Trata-se do projeto de lei complementar apresentado em 2006 pelo então governador Cláudio Lembo que, ao transformar em autarquia especial o Hospital das Clínicas (HC) da Faculdade de Medicina da USP - uma das instituições hospitalares mais importantes do País e cujos serviços são reconhecidos internacionalmente por sua excepcional qualidade -, o autoriza a atender possuidores de planos de saúde, cobrando pelos serviços que prestar.

Muitas mudanças foram feitas no texto original apresentado há cinco anos, mas seus pontos essenciais foram mantidos. O projeto assegura maior autonomia aos gestores, para que a instituição possa contratar com mais rapidez profissionais que conheçam as mudanças tecnológicas mais recentes e as modernas técnicas hospitalares, como lembrou ao Estado o membro do Conselho Deliberativo do HC José Octavio Auler Júnior. Mas permite ao HC a venda de serviços de pesquisa e assistência, por meio de fundações que o apoiam.

O atendimento a planos de saúde e a cobrança pelos serviços do HC são justificados como necessários para assegurar mais recursos à instituição e, desse modo, capacitá-la a melhorar o atendimento a todos os pacientes, sobretudo os que são atendidos pelo Sistema Único de Saúde (SUS). É um argumento frágil.

Hospitais privados ou geridos por organizações sociais (OS) por meio de contrato com instituições do Estado, que lhes assegura autonomia administrativa e financeira, podem optar por atender tanto os pacientes protegidos pelo SUS como os particulares e os que tenham planos de saúde, cobrando pelos serviços que prestam (do governo, no caso do atendimento do SUS, ou diretamente do paciente ou de seus planos de saúde, nos demais). Trata-se de uma escolha legítima.

Não se justifica, porém, que uma instituição pública - como é, atualmente, o caso do HC e continuará sendo, mesmo se transformado em autarquia especial, como proposto no projeto - passe a cobrar por serviços que, por sua natureza institucional, deveria prestar gratuitamente. Também não se justifica que um hospital público adote dois sistemas de atendimento - ou utilize o regime da "porta dupla", como é chamado -, um para o paciente a ser atendido gratuitamente e outro para aquele que, por algum meio, pagará pelos serviços que receber.

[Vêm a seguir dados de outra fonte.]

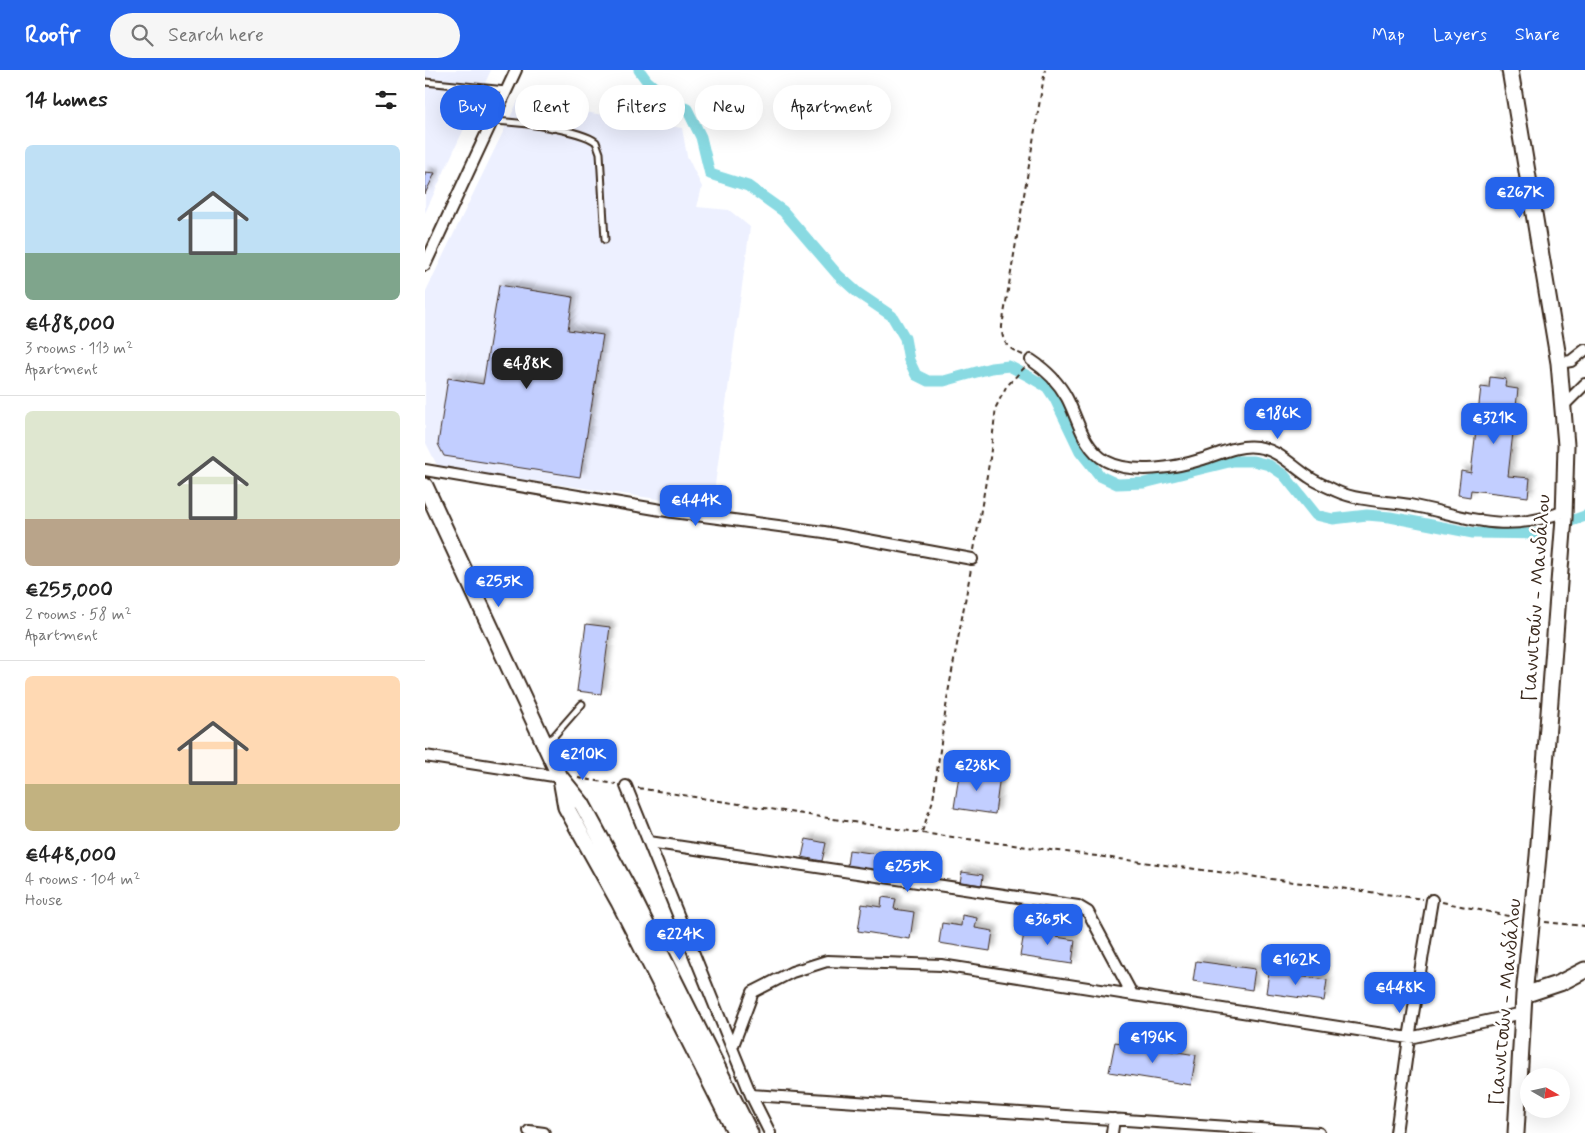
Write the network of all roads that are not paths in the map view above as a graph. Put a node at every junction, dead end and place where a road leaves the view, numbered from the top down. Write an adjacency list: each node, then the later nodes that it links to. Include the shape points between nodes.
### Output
1 (516, 70): 4 (street)
2 (1510, 70): 11 (main road, Γιαννιτσών - Μανδάλου)
3 (425, 82): 4 (lane)
4 (506, 90)
5 (505, 123): 7 (lane, via 572,133 596,142 600,154)
6 (488, 130): 8 (street)
7 (605, 240)
8 (425, 265)
9 (1585, 350): 11 (street, via 1571,361)
10 (1031, 360): 16 (street, via 1056,382 1095,453 1117,465 1140,468 1171,465 1256,446 1279,454 1310,478 1349,495 1491,524 1532,522)
11 (1559, 363): 13 (main road, Γιαννιτσών - Μανδάλου)
12 (1585, 384): 13 (street)
13 (1564, 405): 16 (main road, Γιαννιτσών - Μανδάλου)
14 (425, 470): 17 (street, via 673,512 824,532)
15 (425, 486): 19 (main road)
16 (1565, 512): 27 (main road, Γιαννιτσών - Μανδάλου)
17 (972, 559)
18 (582, 704): 19 (lane)
19 (545, 743): 21 (main road)
20 (425, 756): 21 (street)
21 (561, 777): 36 (main road, via 566,807 619,902); 37 (main road, via 582,804 631,894)
22 (626, 786): 23 (street)
23 (649, 842): 26 (street, via 1078,906 1088,912); 30 (street)
24 (1432, 900): 29 (street)
25 (1585, 970): 27 (main road)
26 (1132, 994): 29 (street); 30 (street, via 941,965 827,960 792,972 753,992)
27 (1524, 995): 28 (main road, Γιαννιτσών - Μανδάλου)
28 (1523, 1013): 29 (street); 42 (main road, Γιαννιτσών - Μανδάλου)
29 (1409, 1038): 41 (street)
30 (732, 1048): 31 (street)
31 (751, 1095): 32 (street); 38 (street)
32 (1114, 1119): 33 (street); 39 (street)
33 (1241, 1130): 40 (street)
34 (529, 1131): 35 (street)
35 (544, 1133)
36 (736, 1133)
37 (749, 1133)
38 (770, 1133)
39 (1112, 1133)
40 (1319, 1133)
41 (1396, 1133)
42 (1516, 1133)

Se o hospital é publico, é dever do poder público que o sustenta assegurar-lhe os recursos necessários para seu funcionamento. O poder público não pode, sob a alegação de que os recursos são escassos - e, de fato, são -, repartir com particulares a tarefa de supri-los adequadamente.

Na nova situação, de acordo com as justificativas oficiais, o HC terá mais recursos e, assim, poderá investir na melhoria e na ampliação de seus atendimentos, o que resultará em benefício para todos, sobretudo para os pacientes atendidos pelo SUS. Ou, como diz Auler Júnior, a "porta dupla" assegurará "tratamento de excelência" para todos.

Também esse é um argumento questionável. Mantido como uma instituição pública, o HC não pode tratar diferentemente os cidadãos, mas é muito provável que isso venha a ocorrer caso o projeto seja aprovado e colocado em prática. A instituição da "porta dupla" assegurou mais recursos para o Incor, mas, como mostrou reportagem publicada há algum tempo pelo Estado, criou duas classes de pacientes, uma, dos dependentes do SUS, e outra, dos clientes dos planos de saúde. Para quem está na primeira, a espera é de até 14 meses por alguns procedimentos; quem está na segunda tem atendimento imediato. Com a mudança, o HC "vai poder escolher quais casos vai atender", advertiu a especialista em saúde pública Lígia Bahia - e isso é inadmissível num hospital público.